Segment Start: DATA

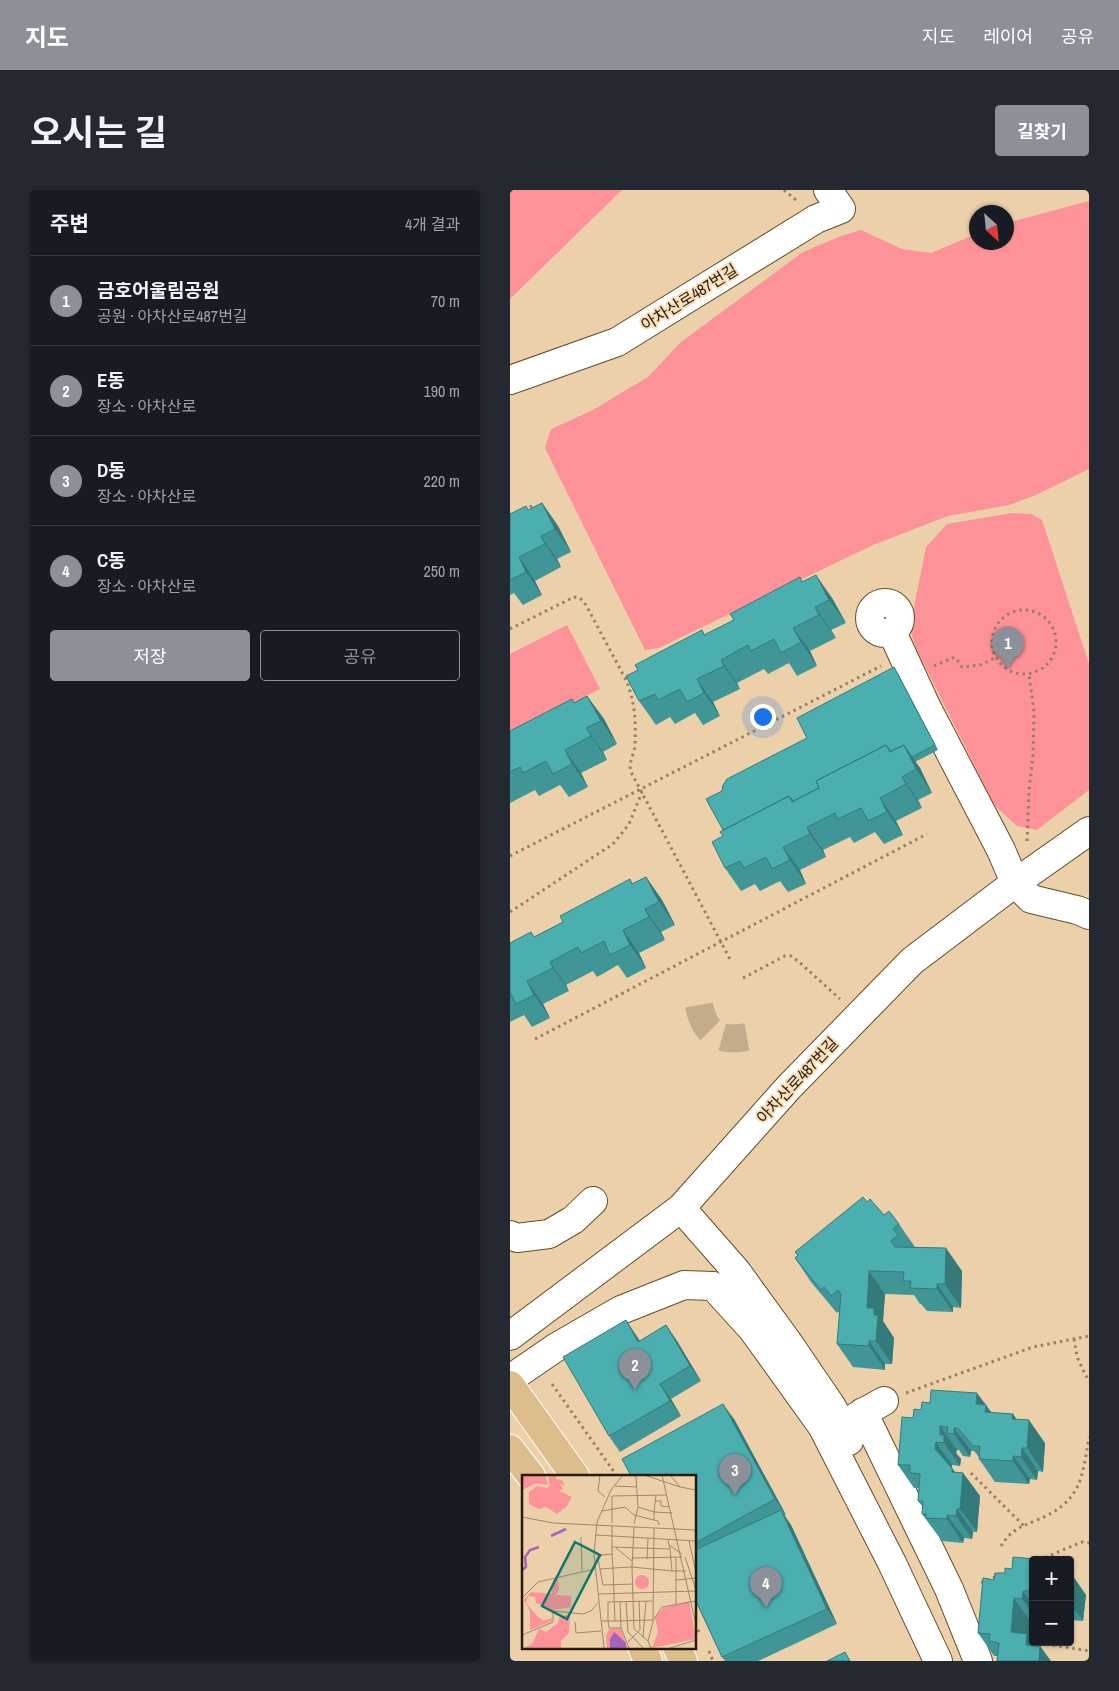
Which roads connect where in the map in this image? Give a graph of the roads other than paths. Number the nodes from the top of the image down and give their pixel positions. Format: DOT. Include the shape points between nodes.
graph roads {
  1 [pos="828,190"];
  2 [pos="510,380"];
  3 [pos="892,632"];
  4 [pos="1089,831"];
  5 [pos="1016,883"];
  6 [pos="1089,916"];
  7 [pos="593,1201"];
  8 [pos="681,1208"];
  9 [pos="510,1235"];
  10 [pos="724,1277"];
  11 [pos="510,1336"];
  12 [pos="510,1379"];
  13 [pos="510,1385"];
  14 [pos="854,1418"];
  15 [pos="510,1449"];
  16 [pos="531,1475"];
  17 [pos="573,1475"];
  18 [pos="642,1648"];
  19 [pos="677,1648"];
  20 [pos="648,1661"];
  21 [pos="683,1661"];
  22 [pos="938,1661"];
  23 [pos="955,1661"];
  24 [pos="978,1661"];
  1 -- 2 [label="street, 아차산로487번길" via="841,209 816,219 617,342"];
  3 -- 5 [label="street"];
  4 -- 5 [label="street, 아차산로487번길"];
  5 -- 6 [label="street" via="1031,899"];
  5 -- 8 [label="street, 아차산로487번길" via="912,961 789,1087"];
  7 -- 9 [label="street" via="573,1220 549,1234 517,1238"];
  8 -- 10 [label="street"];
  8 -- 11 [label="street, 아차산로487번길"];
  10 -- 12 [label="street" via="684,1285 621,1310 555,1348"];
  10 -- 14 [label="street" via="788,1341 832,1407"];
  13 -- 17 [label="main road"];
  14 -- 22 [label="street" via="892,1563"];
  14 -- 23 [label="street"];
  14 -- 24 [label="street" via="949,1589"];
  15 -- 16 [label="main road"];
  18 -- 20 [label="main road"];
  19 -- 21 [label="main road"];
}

Segment End: DATA
Segment Start: DATA

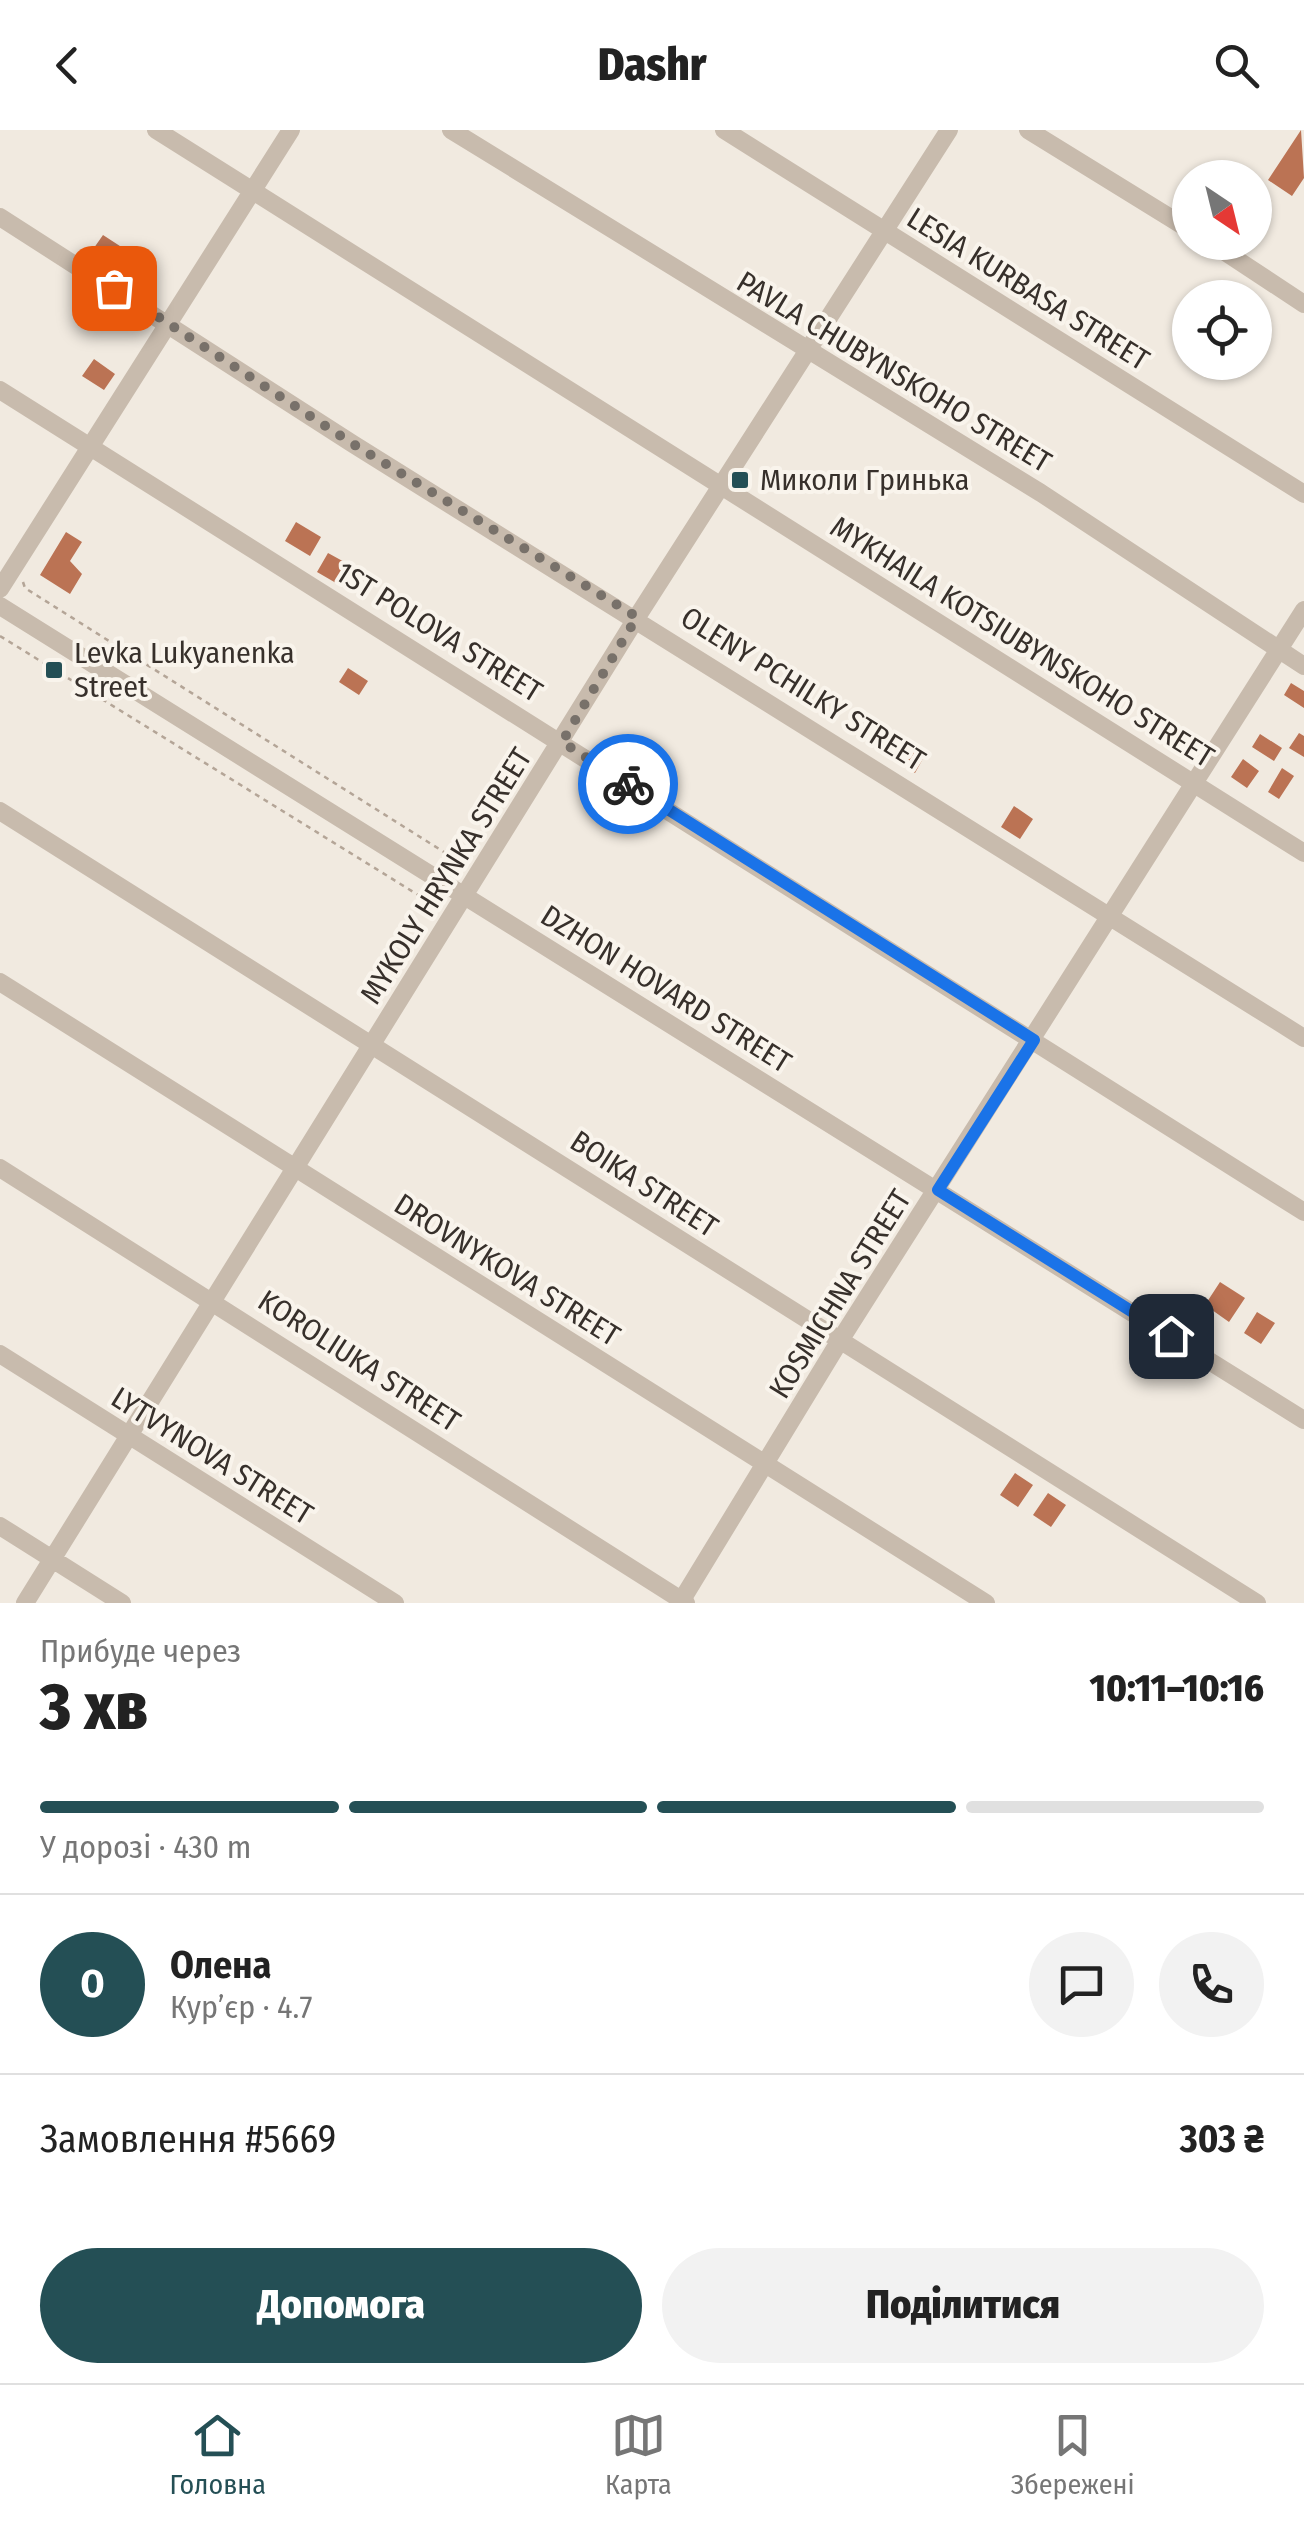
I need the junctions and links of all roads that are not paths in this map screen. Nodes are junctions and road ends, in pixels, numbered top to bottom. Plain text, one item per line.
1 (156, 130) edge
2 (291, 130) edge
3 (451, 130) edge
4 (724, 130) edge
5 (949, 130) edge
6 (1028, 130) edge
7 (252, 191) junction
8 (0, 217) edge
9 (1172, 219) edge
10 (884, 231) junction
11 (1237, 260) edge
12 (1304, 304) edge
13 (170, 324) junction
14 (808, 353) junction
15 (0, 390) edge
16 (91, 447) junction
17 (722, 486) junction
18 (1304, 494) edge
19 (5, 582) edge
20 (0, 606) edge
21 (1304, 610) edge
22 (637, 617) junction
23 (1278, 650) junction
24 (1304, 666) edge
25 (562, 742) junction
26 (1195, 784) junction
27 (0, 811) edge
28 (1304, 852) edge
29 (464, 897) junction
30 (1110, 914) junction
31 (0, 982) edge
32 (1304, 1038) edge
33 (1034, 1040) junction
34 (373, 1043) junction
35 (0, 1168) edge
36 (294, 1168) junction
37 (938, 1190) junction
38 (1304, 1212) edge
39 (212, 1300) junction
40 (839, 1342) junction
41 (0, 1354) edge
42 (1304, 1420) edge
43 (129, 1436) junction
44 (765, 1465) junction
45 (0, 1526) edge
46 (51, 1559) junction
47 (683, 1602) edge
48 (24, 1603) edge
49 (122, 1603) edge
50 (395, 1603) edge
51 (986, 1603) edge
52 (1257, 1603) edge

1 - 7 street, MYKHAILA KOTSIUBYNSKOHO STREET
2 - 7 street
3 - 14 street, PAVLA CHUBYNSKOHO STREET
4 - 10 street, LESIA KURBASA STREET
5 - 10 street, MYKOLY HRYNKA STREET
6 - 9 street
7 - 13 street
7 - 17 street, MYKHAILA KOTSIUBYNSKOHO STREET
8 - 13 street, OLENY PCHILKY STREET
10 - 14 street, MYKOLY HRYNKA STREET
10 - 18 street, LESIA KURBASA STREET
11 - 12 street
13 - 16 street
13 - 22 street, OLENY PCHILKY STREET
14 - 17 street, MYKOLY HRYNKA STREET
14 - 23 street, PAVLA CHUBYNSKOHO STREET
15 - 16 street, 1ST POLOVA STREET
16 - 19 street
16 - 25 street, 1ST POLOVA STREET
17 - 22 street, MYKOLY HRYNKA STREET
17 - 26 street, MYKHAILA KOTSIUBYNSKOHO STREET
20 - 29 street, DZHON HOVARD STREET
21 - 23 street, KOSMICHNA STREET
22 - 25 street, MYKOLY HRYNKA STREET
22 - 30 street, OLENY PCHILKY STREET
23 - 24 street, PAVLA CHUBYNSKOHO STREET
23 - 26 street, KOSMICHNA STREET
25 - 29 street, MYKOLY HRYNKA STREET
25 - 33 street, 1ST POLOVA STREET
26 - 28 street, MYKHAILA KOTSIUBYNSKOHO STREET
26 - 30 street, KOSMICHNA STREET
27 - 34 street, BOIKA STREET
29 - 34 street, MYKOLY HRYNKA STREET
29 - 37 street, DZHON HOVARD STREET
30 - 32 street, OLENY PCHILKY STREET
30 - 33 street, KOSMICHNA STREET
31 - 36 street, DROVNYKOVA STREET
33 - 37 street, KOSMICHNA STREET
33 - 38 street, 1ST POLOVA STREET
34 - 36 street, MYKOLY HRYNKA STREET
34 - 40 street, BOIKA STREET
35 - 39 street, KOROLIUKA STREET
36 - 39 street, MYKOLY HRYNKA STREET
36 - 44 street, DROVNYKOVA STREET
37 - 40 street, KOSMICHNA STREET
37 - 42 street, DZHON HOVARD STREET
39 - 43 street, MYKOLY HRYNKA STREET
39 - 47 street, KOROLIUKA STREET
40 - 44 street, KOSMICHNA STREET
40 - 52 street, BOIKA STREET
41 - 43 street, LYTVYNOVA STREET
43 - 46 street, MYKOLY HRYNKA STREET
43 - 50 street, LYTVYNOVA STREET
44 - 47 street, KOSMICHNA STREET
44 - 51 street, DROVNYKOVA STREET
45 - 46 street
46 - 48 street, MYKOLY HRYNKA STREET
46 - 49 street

Segment End: DATA

Each line of the data in which the string "DZHON" appears needs to be copied.

OUTPUT OF THE EXERCISE —
20 - 29 street, DZHON HOVARD STREET
29 - 37 street, DZHON HOVARD STREET
37 - 42 street, DZHON HOVARD STREET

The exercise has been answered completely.